A.    Latar Belakang
Mengamati trend kehidupan yang disisakan oleh ekspansi “guritakapitalisme, yang bukan saja mencuatkan gaya kehidupan yang meterialistik- hedonistik, tetapi juga meniupkan rasa terancam dan kecemasan dalam masyarakat. Lantas orang menyimpulkan , modernisme dipandang gagal memberikan kehidupan yang lebih bermakna dalam kehidupan manusia.Dan pernyataanpun mencuat, model peradapan yang bagaimana lagi yang bakal muncul di hari esok? Masih adakah tersisa harapan dan cinta di masa datang? Bagi setiap muslim yang sadar, pasti merasakan masih adanya tersisa benih harapan dan cinta. Demikaianlah, dalam suasana kehidupan yang menyesakkan nurani. Nampaknya, pernyataan ini benar mengingatkan bahwa dalam perkembangan manyarakat pada era-modernisme, tidak lagi memadai dengan disuguhi sekedar literalisme doktriner keagamaan belaka, tetapi masyarakat masa kini memerlukan pengalaman yang lebih intens, lebih menusuk dalam pencarian nilai dan makna.
Oleh karena itu dalam kehidupan modern, tasawuf tetap dibutuhkan untuk membimbing masyarakat menuju jalan kedamaian. Namun perlu adanya telaah lebih lanjut, bagaimana tasawuf  memberikan pembaharuan di era modern ini, agar lebih mudah dilakukan dan mencapai ketenangan atau kedamaian bersama di dalam masyarakat.


B.     Rumusan Masalah
Dari latar belakang yang telah diuraikan tersebut, berikut ini rumusan masalah yang akan dibahas pada makalah ini:

1.      Apa pengertian Neo-sufisme atau Tasawuf Modern?
2.      Bagaiman ciri dari Neo-sufisme?
3.      Baimana gagasan dan harapan dari Neosufisme?

II.                PEMBAHASAN

A.    Pengertian Neo-sufisme
Apa yang ingin diungkapkan oleh sufisme terdahulu adalah bahwa, sufisme secara tegas menempatkan penghayatan keagamaan yang paling benar pada pendekatan batiniyah. Dampak dari pendekatan ini adalah timbulnya kepincangan arti nilai-nilai Islam, karena lebih mengutamakan makna batiniahnya saja dan sangat kurang memperhatikan aspek lahiriyah formalnya oleh karena itu, adalah wajar apabila kemudian dalam penampilannya, kaum sufi tidak tertarik, bahkan terkesan mengarah pada privatisasi agama.

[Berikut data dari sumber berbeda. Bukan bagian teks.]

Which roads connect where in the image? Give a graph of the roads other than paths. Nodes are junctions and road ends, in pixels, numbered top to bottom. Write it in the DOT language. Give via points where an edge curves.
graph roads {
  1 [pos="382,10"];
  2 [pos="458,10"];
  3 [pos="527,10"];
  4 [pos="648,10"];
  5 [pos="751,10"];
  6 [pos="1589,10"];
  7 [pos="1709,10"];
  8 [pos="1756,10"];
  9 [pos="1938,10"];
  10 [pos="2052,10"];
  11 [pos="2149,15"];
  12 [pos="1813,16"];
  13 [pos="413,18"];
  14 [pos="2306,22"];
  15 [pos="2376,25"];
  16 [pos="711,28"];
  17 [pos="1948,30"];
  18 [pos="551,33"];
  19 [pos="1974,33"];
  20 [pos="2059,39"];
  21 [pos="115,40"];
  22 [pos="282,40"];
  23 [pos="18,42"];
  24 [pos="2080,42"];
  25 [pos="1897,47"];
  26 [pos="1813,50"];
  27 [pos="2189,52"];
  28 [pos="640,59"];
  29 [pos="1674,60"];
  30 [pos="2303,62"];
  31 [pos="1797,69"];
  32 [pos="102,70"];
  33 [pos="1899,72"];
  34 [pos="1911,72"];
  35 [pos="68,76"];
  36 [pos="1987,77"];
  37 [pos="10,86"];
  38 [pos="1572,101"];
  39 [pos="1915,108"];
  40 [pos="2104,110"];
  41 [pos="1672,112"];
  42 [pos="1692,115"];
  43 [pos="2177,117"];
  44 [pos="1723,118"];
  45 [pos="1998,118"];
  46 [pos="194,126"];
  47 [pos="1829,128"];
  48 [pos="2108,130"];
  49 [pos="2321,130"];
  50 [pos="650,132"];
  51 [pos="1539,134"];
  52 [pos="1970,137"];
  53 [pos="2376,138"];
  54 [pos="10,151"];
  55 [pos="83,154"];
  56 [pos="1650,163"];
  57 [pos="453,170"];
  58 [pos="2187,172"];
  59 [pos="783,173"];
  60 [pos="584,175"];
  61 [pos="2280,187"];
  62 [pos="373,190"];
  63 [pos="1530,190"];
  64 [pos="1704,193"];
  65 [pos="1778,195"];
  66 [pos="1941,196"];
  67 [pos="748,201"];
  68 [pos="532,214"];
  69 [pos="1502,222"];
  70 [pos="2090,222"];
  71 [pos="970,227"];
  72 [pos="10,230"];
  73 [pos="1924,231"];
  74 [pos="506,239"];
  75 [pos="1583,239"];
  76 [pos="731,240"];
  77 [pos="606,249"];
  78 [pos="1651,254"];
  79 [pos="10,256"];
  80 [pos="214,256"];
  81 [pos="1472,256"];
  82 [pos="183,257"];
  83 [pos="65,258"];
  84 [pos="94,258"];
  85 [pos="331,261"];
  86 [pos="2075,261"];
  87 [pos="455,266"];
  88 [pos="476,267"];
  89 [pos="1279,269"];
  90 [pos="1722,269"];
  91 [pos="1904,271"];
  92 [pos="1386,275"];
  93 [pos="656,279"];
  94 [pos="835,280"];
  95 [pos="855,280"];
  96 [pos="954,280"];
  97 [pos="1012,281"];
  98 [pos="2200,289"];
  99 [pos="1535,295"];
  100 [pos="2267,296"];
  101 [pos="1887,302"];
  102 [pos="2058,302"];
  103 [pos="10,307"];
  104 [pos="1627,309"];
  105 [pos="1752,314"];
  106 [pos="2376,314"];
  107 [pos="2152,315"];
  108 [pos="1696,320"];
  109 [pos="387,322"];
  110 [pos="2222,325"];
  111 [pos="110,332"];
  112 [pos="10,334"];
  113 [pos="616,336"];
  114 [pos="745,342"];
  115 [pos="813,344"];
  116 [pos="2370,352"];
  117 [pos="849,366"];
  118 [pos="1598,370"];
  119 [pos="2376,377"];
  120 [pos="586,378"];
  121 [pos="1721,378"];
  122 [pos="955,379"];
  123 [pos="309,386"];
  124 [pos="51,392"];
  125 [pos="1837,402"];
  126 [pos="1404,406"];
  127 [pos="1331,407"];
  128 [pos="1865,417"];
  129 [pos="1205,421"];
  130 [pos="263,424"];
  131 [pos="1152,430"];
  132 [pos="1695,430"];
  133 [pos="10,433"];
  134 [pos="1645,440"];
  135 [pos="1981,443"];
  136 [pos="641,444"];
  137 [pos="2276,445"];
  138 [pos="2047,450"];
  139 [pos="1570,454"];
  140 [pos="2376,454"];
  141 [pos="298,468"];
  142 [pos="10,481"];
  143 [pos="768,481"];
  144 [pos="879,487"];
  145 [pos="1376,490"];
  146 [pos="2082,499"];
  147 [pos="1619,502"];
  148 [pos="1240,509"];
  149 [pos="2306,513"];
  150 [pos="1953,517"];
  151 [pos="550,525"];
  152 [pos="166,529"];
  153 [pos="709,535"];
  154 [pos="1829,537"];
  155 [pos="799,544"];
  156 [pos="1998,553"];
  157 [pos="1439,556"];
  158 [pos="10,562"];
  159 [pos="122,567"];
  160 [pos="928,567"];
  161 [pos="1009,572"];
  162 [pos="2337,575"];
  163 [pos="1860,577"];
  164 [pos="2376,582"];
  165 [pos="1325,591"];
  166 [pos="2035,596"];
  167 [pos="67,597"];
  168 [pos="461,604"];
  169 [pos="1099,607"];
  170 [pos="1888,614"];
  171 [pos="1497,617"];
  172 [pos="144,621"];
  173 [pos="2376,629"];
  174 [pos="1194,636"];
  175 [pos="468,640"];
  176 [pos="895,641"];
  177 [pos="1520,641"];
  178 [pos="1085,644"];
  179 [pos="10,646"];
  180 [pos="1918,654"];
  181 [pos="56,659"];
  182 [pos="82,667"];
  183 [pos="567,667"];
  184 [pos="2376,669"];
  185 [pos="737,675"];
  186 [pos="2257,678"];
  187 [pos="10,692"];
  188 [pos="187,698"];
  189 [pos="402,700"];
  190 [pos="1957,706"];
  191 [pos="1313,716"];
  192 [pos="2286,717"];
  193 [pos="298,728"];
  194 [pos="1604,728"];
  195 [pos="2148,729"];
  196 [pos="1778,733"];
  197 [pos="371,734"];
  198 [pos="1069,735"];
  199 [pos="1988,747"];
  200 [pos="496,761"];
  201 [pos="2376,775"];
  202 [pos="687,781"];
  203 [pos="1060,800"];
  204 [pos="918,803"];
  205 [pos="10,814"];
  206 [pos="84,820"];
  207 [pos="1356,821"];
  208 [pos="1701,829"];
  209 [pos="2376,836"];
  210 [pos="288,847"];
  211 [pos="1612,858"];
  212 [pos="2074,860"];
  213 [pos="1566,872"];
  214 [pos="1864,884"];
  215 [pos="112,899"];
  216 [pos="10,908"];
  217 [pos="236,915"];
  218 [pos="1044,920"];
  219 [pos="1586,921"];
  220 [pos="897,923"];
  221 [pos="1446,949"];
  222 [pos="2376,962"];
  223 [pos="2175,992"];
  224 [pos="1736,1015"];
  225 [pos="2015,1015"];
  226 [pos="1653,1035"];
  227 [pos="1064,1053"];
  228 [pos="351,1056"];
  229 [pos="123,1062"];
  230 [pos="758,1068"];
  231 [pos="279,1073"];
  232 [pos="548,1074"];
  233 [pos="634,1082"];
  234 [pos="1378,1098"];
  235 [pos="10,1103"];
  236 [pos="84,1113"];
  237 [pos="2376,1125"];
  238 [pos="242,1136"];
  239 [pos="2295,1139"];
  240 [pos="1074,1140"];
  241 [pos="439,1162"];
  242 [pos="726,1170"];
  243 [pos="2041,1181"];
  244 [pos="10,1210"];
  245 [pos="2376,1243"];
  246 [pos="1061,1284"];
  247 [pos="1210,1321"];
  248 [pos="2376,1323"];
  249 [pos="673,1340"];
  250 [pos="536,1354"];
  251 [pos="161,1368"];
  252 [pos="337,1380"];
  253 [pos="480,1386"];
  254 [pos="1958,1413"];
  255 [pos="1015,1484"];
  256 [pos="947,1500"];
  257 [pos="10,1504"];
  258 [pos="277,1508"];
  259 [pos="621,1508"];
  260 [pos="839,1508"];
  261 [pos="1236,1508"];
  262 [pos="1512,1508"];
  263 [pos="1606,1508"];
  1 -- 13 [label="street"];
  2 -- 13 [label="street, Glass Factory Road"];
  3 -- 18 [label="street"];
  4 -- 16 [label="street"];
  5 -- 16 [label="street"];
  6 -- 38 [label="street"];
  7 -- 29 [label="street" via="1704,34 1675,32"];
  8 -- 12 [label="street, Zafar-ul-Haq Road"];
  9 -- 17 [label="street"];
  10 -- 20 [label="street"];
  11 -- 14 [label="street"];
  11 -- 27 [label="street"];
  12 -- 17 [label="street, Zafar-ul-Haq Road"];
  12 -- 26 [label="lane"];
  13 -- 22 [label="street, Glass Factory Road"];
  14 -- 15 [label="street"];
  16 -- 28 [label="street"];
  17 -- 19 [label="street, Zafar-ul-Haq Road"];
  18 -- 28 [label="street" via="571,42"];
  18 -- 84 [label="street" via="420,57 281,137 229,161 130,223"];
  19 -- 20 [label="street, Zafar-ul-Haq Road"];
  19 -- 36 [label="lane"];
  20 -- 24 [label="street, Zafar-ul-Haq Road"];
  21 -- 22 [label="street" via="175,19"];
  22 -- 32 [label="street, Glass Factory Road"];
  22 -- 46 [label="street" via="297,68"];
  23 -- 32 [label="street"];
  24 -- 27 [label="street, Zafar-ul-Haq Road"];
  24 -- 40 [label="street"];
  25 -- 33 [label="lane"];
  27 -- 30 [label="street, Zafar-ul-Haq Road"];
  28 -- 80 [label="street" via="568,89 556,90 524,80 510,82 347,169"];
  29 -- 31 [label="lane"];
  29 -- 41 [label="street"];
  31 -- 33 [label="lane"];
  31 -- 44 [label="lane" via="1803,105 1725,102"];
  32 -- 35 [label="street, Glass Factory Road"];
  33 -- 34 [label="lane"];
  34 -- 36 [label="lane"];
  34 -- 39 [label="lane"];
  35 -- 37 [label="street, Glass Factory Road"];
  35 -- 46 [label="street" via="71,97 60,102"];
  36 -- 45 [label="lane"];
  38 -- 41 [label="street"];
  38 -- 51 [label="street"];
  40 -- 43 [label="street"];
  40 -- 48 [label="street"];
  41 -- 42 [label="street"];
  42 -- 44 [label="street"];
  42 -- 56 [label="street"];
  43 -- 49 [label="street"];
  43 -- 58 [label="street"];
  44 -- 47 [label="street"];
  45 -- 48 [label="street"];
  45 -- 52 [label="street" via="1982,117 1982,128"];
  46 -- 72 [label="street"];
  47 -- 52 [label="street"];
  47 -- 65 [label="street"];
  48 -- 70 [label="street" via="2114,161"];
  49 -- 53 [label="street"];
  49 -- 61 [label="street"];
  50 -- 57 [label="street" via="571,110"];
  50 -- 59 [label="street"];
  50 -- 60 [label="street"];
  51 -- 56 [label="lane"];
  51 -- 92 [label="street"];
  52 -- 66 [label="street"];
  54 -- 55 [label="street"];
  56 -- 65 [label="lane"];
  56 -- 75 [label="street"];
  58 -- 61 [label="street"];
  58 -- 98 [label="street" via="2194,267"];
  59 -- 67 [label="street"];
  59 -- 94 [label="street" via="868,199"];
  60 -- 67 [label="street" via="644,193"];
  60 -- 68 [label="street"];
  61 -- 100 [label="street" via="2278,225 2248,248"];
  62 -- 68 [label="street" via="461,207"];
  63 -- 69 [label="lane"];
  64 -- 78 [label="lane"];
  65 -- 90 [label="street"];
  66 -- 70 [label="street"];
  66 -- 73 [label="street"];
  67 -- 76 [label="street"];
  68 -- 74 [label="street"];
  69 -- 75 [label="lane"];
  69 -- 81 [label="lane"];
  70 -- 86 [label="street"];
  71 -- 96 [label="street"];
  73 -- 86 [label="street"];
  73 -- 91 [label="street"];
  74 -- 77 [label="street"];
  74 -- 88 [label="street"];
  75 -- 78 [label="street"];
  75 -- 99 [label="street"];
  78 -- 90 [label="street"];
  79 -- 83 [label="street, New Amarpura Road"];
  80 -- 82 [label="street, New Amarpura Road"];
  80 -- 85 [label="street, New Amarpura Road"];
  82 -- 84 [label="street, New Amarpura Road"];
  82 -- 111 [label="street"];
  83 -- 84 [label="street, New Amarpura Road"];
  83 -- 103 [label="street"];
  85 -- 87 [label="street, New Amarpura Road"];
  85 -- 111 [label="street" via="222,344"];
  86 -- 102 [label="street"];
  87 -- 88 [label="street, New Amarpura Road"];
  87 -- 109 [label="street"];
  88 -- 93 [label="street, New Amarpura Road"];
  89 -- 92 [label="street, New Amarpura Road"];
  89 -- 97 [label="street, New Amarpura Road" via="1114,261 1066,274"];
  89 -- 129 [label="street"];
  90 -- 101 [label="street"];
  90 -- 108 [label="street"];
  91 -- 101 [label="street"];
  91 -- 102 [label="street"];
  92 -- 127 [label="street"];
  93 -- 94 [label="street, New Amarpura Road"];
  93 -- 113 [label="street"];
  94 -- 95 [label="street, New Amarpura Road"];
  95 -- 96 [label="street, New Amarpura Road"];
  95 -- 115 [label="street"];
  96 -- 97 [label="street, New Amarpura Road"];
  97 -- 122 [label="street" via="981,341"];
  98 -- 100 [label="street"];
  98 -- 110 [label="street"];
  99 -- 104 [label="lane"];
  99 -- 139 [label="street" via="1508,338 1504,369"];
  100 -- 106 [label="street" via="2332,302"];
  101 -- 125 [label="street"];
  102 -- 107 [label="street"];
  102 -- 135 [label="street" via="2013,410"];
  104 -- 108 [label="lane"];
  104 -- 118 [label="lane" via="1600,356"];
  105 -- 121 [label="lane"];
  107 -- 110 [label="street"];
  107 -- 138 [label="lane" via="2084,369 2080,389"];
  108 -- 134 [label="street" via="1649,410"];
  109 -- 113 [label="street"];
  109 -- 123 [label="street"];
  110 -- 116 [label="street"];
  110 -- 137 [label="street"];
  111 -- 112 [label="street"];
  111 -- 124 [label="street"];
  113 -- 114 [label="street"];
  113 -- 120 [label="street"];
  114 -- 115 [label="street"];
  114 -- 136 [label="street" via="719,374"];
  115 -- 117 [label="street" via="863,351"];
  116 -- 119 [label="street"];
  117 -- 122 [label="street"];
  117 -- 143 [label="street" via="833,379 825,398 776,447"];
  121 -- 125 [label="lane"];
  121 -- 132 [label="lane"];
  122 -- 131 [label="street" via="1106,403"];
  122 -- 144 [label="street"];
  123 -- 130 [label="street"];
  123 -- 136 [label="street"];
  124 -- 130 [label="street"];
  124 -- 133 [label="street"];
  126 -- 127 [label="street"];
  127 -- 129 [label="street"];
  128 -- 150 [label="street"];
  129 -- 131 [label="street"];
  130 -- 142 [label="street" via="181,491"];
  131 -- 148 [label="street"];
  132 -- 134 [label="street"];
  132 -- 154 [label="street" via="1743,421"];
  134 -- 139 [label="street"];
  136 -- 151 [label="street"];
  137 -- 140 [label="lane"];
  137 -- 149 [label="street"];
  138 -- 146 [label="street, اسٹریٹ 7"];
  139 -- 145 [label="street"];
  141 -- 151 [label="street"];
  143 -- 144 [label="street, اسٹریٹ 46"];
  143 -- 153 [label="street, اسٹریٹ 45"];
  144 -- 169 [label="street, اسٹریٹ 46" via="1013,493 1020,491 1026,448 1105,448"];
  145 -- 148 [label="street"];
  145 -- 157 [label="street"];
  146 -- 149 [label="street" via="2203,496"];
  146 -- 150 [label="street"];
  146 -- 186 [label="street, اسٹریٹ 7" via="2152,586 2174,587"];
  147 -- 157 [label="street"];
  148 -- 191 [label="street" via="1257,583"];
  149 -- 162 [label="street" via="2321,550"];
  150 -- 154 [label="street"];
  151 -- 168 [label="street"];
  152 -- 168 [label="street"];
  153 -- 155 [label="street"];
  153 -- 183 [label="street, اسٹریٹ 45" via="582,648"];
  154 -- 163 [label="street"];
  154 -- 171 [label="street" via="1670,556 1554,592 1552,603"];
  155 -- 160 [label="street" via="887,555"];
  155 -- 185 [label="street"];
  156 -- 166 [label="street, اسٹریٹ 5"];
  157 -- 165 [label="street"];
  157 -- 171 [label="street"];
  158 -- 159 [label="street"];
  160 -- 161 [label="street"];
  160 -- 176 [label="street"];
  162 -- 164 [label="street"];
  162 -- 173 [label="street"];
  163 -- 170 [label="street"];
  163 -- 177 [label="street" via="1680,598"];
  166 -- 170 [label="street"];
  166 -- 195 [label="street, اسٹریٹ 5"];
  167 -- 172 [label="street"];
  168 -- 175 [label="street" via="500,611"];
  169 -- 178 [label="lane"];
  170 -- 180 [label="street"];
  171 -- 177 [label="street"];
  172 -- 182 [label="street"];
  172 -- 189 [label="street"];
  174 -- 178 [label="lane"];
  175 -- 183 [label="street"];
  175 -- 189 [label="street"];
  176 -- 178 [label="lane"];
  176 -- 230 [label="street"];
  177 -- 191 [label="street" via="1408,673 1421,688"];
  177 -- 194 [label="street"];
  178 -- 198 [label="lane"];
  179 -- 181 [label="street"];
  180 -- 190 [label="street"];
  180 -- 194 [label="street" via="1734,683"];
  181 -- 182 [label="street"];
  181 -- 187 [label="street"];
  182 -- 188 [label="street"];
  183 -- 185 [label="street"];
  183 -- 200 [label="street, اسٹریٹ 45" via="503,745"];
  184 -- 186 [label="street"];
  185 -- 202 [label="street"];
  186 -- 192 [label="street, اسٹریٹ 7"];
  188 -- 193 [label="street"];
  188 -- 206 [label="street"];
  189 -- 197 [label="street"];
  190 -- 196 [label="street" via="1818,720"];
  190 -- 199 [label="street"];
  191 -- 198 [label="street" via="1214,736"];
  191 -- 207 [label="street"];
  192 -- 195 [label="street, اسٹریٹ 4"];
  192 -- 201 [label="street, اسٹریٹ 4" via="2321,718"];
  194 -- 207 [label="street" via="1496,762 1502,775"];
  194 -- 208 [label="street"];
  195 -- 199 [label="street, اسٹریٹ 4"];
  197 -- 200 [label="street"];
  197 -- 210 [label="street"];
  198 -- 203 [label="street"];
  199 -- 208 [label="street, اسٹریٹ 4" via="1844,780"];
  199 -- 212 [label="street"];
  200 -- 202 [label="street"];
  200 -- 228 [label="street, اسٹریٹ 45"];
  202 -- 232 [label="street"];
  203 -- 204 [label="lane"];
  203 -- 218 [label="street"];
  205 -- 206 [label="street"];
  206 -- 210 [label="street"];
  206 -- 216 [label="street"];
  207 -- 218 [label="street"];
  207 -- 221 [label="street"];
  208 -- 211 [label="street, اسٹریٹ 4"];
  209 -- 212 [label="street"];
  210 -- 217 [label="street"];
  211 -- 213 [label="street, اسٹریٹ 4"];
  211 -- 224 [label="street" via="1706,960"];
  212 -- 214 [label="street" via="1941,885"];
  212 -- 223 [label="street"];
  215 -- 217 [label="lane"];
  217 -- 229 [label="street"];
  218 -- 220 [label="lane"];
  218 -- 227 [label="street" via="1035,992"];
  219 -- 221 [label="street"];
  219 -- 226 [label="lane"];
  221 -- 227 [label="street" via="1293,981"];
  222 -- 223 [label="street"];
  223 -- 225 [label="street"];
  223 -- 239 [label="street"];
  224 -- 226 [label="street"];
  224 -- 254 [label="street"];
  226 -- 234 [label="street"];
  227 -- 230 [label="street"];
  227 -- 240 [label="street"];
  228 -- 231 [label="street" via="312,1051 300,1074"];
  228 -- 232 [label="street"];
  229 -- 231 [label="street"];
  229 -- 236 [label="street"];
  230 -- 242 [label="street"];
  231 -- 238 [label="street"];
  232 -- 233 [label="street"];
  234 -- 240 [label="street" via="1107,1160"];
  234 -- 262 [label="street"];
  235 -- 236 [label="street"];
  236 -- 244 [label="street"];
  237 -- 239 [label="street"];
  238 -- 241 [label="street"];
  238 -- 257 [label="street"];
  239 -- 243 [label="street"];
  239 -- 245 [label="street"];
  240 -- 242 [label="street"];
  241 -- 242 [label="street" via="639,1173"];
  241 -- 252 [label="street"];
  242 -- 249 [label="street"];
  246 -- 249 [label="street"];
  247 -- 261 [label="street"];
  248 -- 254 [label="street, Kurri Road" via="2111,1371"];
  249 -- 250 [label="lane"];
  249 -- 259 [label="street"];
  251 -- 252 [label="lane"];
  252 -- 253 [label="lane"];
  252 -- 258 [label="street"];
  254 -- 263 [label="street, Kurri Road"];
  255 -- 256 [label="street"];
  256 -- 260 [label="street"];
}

Namun terdapat pula kelompok muslimin (bahkan mayoritas) yang lebih mengutamakan aspek-apek formal lahiriyah yang melalui pendekatan rasional. mereka lebih menitikberatkan pada segi-segi syari’ah. [1] Karena banyak problem yang di derita manusia modern salah satunya adalah kehilangan visi metafisis dan kehampaan makna hidup. Dunia modern telah menutup rohani penghuninya dari visi ketuhanannya, sehingga manusia kehilangan pegangan yang dapat diandalkan ketika suka dan duka. Lalu, produk-produk dunia modern yang disangka manusia dapat mengekalkan kebahagiaannya ternyata hanya menawarkan kenikmatan semu, sehingga menimbulkan kekecewaan yang berkepanjangan. kekecewaan pada produk modern lalu berlanjut dengan berbagai perasaan yang tak menyenangkan, seperti munculnya rasa hampa, sepi, terasing dari dunia, khawatir menghadapi masa depan, dan seterusnya.[2]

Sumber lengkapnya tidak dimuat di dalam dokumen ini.